Cuando nació la causa, en los setenta, en épocas de la guerra fría, con Moscú apostando cierta cantidad por los puertos atlánticos de un Estado saharaui satélite de una Argelia en la órbita soviética, aún hubo un equilibrio geopolítico. Ya no lo hay. A Putin, el Sáhara no le interesa y Estados Unidos ha dejado de lado hasta las buenas formas. Donald Trump, experto en pisotear alegremente las mentiras piadosas de la diplomacia, proclamó en diciembre de 2020 el formal reconocimiento de Washington de la soberanía marroquí sobre el Sáhara, y su sucesor, Joe Biden, no ha hecho nada para retirarlo. Era parte de una componenda: a cambio, Marruecos reconoció Israel. No es que fuera un gran sacrificio para Rabat, que siempre ha mantenido relaciones bajo mano con Tel Aviv, adhiriéndose solo de boquilla al discurso antiisraelí.

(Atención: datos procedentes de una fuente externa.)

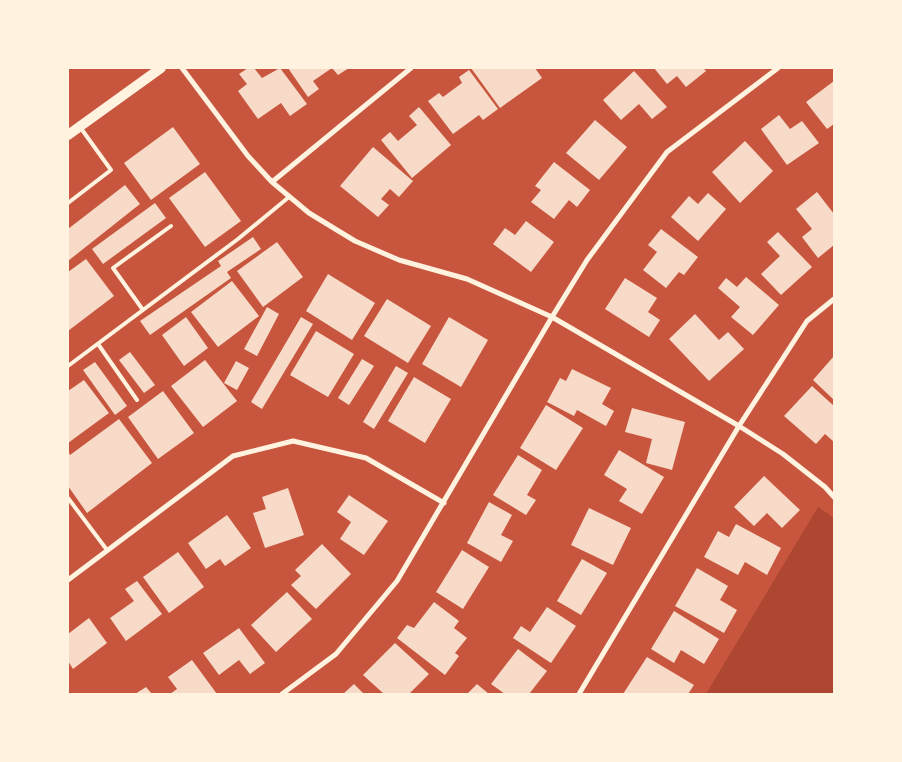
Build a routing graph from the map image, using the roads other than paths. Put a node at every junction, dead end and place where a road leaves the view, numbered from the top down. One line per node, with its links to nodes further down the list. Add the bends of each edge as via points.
1 (161, 68): 5 (main road)
2 (182, 68): 7 (street, via 248,156)
3 (411, 68): 7 (street)
4 (778, 68): 13 (street, via 667,152 588,260)
5 (80, 126): 6 (main road); 9 (lane, via 111,170)
6 (68, 135)
7 (272, 182): 8 (street)
8 (289, 196): 12 (lane, via 238,239); 13 (street, via 309,213 355,240 399,260 467,279)
9 (68, 203)
10 (171, 226): 12 (lane, via 113,268)
11 (834, 299): 17 (street, via 807,321)
12 (143, 310): 14 (lane)
13 (552, 317): 17 (street); 20 (street)
14 (98, 344): 15 (lane); 16 (lane)
15 (68, 366)
16 (137, 400)
17 (739, 426): 18 (street, via 783,454); 24 (street)
18 (834, 497)
19 (68, 498): 21 (lane)
20 (444, 503): 21 (street, via 366,458 294,440 233,456); 23 (street, via 397,581 336,654)
21 (107, 550): 22 (street)
22 (68, 580)
23 (282, 694)
24 (579, 694)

Ahora caen las máscaras, diría uno, y la realpolitik alza su fea pero muy real cabeza. Y los ideales de la izquierda española la esconden bajo el ala. A la prensa asociada a Izquierda Unida y Podemos no le interesa poner en la picota la incoherencia de los partidos que siempre han defendido. La palabra incoherencia debe entenderse con sentido retroactivo: incoherente era buscar votos prometiendo algo que cualquier estudiante de relaciones internaciones sabe que es imposible.

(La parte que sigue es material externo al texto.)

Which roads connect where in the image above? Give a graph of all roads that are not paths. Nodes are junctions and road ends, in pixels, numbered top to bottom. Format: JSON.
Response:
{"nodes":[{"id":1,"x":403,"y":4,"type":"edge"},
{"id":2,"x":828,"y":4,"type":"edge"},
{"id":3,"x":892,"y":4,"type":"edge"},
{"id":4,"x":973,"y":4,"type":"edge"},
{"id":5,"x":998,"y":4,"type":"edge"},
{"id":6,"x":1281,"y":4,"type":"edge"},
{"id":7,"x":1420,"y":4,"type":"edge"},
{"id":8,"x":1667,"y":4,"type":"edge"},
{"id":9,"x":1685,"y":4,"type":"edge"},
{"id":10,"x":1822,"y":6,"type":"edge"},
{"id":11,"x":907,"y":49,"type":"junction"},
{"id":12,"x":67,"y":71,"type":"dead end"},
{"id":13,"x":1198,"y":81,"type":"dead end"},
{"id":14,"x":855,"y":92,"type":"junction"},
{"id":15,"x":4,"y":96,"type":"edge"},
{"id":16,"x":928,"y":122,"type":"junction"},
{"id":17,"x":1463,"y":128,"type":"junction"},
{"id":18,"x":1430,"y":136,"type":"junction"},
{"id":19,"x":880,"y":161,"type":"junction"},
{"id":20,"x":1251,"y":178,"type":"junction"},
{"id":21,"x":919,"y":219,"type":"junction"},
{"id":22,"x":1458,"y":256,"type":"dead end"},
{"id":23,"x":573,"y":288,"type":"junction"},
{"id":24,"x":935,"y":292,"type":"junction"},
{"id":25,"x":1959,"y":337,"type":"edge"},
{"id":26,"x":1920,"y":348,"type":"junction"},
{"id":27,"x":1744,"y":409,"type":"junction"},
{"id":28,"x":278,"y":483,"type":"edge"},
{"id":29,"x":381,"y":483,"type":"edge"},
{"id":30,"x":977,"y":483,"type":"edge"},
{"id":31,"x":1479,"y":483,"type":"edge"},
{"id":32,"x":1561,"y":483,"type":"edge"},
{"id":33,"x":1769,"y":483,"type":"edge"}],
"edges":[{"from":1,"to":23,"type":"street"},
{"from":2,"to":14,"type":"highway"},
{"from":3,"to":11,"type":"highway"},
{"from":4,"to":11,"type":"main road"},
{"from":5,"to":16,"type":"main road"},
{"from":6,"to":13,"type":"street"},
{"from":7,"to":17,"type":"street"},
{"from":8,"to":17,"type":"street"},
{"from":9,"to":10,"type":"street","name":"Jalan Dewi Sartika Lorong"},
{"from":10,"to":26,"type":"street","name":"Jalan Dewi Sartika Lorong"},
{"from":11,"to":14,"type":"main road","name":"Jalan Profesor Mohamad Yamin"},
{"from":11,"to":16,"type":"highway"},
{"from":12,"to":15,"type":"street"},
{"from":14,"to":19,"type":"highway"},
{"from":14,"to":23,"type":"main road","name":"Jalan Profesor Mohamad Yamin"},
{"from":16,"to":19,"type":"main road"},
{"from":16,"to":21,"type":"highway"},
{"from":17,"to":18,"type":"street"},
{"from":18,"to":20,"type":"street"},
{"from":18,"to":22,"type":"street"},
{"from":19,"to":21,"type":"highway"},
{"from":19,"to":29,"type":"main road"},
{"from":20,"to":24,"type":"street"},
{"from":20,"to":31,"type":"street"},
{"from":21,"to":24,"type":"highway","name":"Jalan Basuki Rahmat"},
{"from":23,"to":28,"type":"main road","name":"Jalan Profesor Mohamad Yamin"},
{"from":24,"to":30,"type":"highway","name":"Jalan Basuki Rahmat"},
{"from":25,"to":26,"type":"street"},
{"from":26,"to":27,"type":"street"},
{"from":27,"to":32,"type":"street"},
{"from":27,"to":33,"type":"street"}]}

También lo sabe el Frente Polisario. Pero sus dirigentes no necesitan escatimar promesas: no hay elecciones en las que pedirle cuentas. “El ejército saharaui continuará su misión de luchar hasta lograr la independencia y establecer la soberanía total sobre el territorio nacional de la República Árabe Saharaui Democrática”, prometió aún el 30 de diciembre pasado Mohamed Luali Akeik, alto cargo del Polisario. Como si se lo creyera. Como si hubiese hecho mella en Marruecos la incesante hilera de ataques que el Frente lleva a cabo a diario—o eso asegura en sus partes militares— desde que declaró la guerra renovada en noviembre de 2020, hace 14 meses. Una guerra afortunadamente casi ficticia, con muy pocas bajas en ambos bandos. A nadie le convienen los muertos. Ni a Marruecos, instalado en el status quo de una partida ganada, ni al Frente Polisario: una cosa es prometer a toda una generación que el futuro consiste en morir por la causa y otra distinta es hacer que se mate de verdad.
A veces da la impresión de que los activistas del Frente están más ocupados en preservar su pasado colonial que uno propio
Esta renovada guerra unilateral es solo el último recurso de un movimiento político nacionalista que hace treinta años perdió en el campo de batalla —es lo que tienen las guerras: las puede ganar el bando que no tiene la razón— y desde entonces ha perdido en el ruedo de la geopolítica. Porque la política internacional no es una competición de razón y justicia sino de poder.
Por eso son inútiles los heroicos gestos de activistas saharauis que afrontan detención, acoso, tortura y violación por ondear tenazmente la bandera independentista en Aaiún. Y es hasta falso utilizar esa muy real persecución política —el régimen de Rabat no tolera disidencias, ni en el Sáhara, ni en el Rif ni en medio, y sus métodos son criminales— para demostrar una supuesta “persecución étnica” de los saharauis. Porque esta es un invento. Es cierto que los saharauis son una etnia diferente al resto de los habitantes de Marruecos, hablen estos bereber o árabe magrebí, pero su idioma, el árabe hassanía, no solo lo promueven las propias autoridades marroquíes en festivales de poesía locales; desde 2011 figura también en la Constitución marroquí. No figura en la del propio Frente Polisario, más ocupado en preservar el idioma español que el suyo propio.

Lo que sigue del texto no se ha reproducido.